Triggering Nagios Alerts With SNMP Traps

Although SNMP polling is a great way to monitor the health of your network infrastructure it is impractical to poll every object on every device. Trap notifications can cover this visibility gap and provide immediate notification on network events.

Installation and configuration have been broken down into 7 steps:

  1. Configure “SNMP_TRAP” Nagios service definition
  2. Configure “TRAP” service check
  3. Change Nagios submit_check_result to use Bash
  4. Enable and configure snmp traps on network devices
  5. Download and install MIBs
  6. Configure snmptrapd
  7. Convert MIBs to snmptt configuration

Configure “SNMP_TRAP” Nagios Service

I’m assuming you already have a working Nagios installation. If not, please start with my post “Monitoring Network Devices with Nagios“.

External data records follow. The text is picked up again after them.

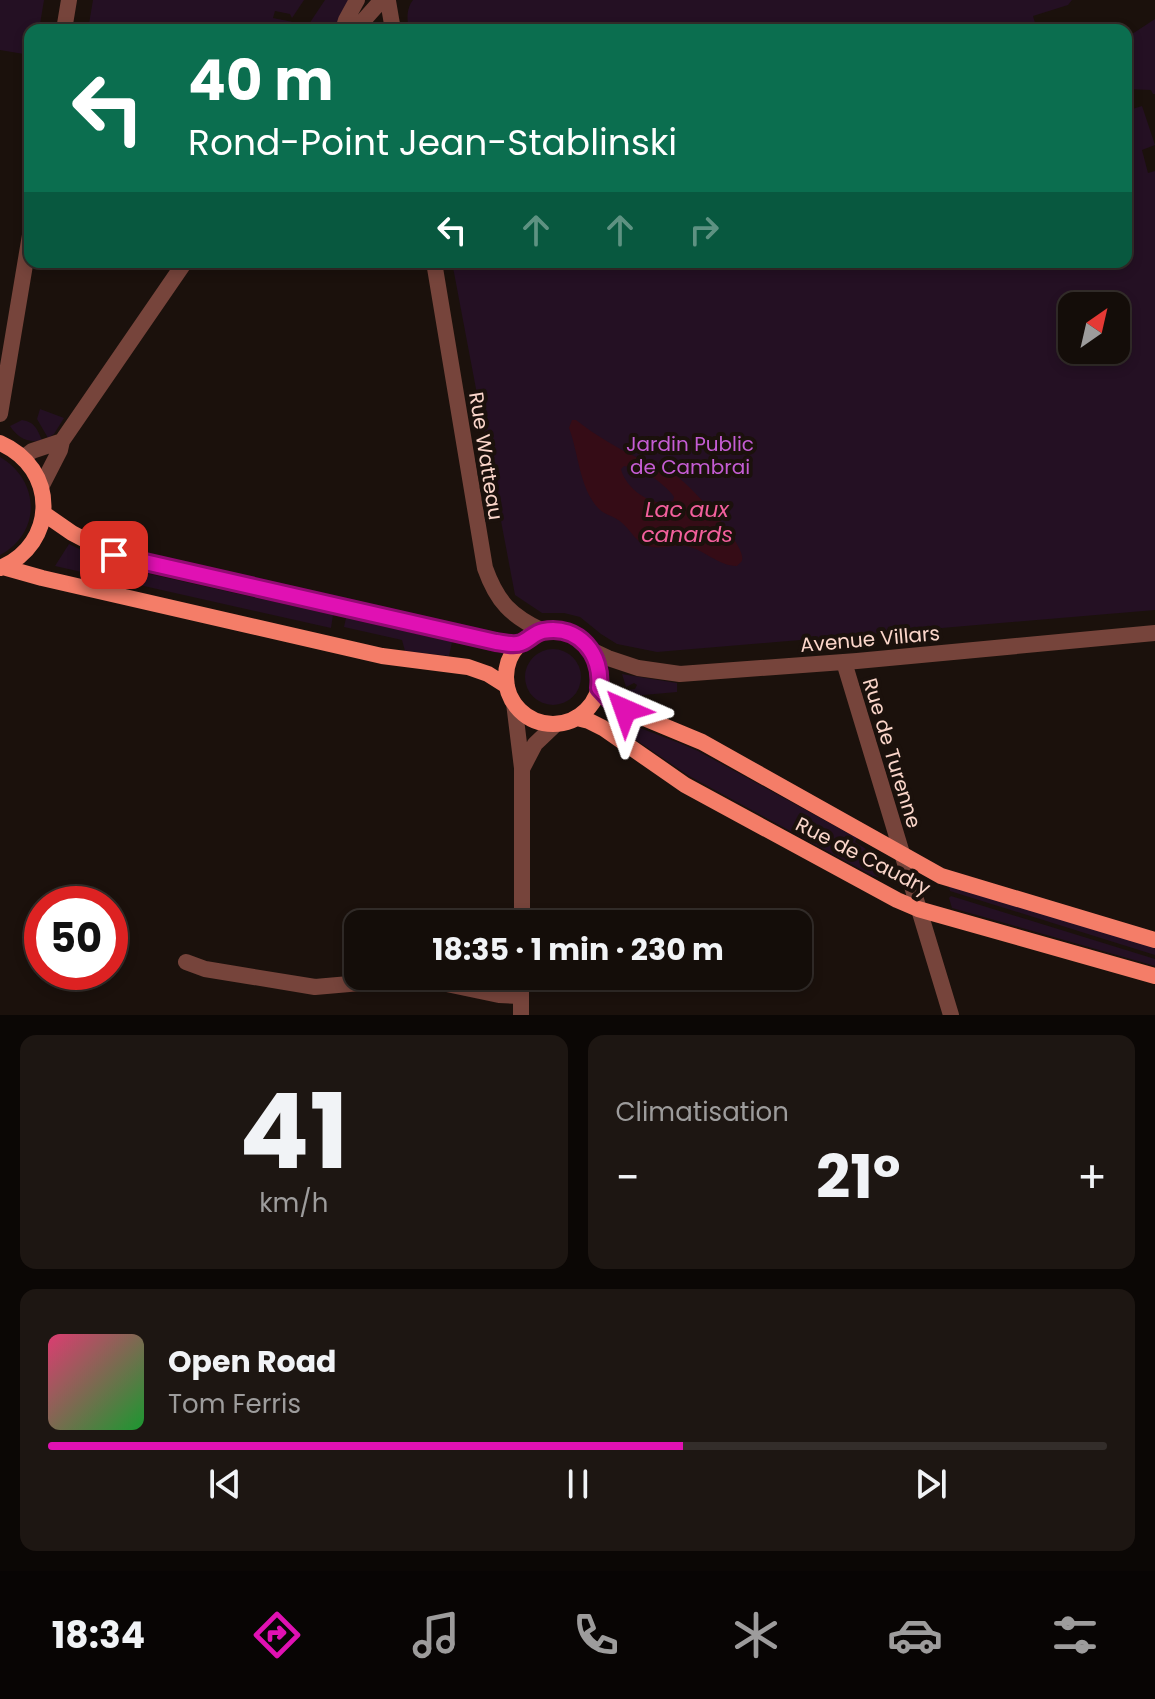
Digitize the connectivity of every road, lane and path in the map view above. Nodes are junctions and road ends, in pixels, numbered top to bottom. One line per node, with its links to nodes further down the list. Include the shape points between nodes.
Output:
1 (69, 0): 4 (street)
2 (357, 0): 5 (street)
3 (384, 1): 6 (street); 7 (street)
4 (65, 24)
5 (345, 24)
6 (361, 24)
7 (391, 24)
8 (24, 268): 11 (street)
9 (181, 268): 12 (street)
10 (435, 268): 18 (street, Rue Watteau, via 485,568 510,612)
11 (0, 414)
12 (62, 441): 14 (street); 15 (street)
13 (0, 443): 14 (main road)
14 (23, 458): 15 (main road)
15 (41, 487): 16 (main road)
16 (43, 513): 17 (main road, via 33,543); 20 (main road, via 114,555 487,641)
17 (2, 568): 23 (main road, via 382,656 468,667)
18 (543, 631): 20 (main road); 21 (main road, via 570,633)
19 (1155, 633): 22 (street, Avenue Villars)
20 (521, 643): 23 (main road, via 509,663)
21 (591, 650): 22 (street, Avenue Villars, via 638,668 680,674); 24 (main road, via 599,668)
22 (844, 662): 29 (street, Rue de Turenne)
23 (507, 686): 25 (main road)
24 (599, 688): 26 (main road); 29 (main road, Rue de Caudry, via 625,710 702,742)
25 (514, 703): 27 (main road, via 532,719); 28 (street)
26 (577, 718): 27 (main road); 30 (main road, Rue de Caudry, via 603,728 685,785)
27 (556, 724): 28 (street, via 535,744)
28 (522, 768): 31 (street)
29 (902, 855): 30 (street, Rue de Turenne); 32 (main road, Rue de Caudry, via 941,876)
30 (918, 909): 34 (main road, Rue de Caudry); 38 (street, Rue de Turenne)
31 (522, 910)
32 (1155, 940)
33 (186, 962): 36 (street, via 315,987 418,978)
34 (1155, 976)
35 (520, 990): 36 (street)
36 (520, 996): 37 (street)
37 (521, 1015)
38 (951, 1015)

First thing we will do is add a service entry in /etc/nagios3/conf.d/services.cfg:

define service {
name                            SNMP_TRAP
service_description             SNMP_TRAP
active_checks_enabled           1       ; Active service checks are enabled
passive_checks_enabled          1       ; Passive service checks are enabled/accepted
parallelize_check               1       ; Active service checks should be parallelized
process_perf_data               0
obsess_over_service             0       ; We should obsess over this service (if necessary)
check_freshness                 0       ; Default is to NOT check service 'freshness'
notifications_enabled           1       ; Service notifications are enabled
event_handler_enabled           1       ; Service event handler is enabled
flap_detection_enabled          1       ; Flap detection is enabled
process_perf_data               1       ; Process performance data
retain_status_information       1       ; Retain status information across program restarts
retain_nonstatus_information    1       ; Retain non-status information across program restarts
check_command                   check-host-alive      ; This will be used to reset the service to "OK"
is_volatile                     1
check_period                    24x7
max_check_attempts              1
normal_check_interval           1
retry_check_interval            1
notification_interval           120
notification_period             24x7
notification_options            w,u,c,r
contact_groups                  netops-24x7       ; Modify this to match your Nagios contact group definitions
register                        0
}

Note: About 90% of these settings should realistically be done in a service template which can then be used by multiple services. I am putting everything in the service definition for the sole purpose of making this example easier to follow.

Configure “TRAP” Service Check

Now you can add a service check which uses SNMP_TRAP for all of your network devices. In this example I am applying it to the Routers, Switches, and Security hostgroups:

define service {
use                 SNMP_TRAP
hostgroup_name      Routers,Switches,Security
service_description TRAP
check_interval      120 ; Don't clear for 2 hours
}

Your Nagios service should look like this:

Nagios_Trap

The “PING OK” Status is from the check-host-alive check_command we gave. This is just an easy way of clearing the alert since there is no active check going on.

You can now test your service by issuing the following command from the CLI to make TRAP go CRITICAL:

root@nagios# /usr/share/nagios3/plugins/eventhandlers/submit_check_result cr1.domain.com TRAP 2 “TESTING”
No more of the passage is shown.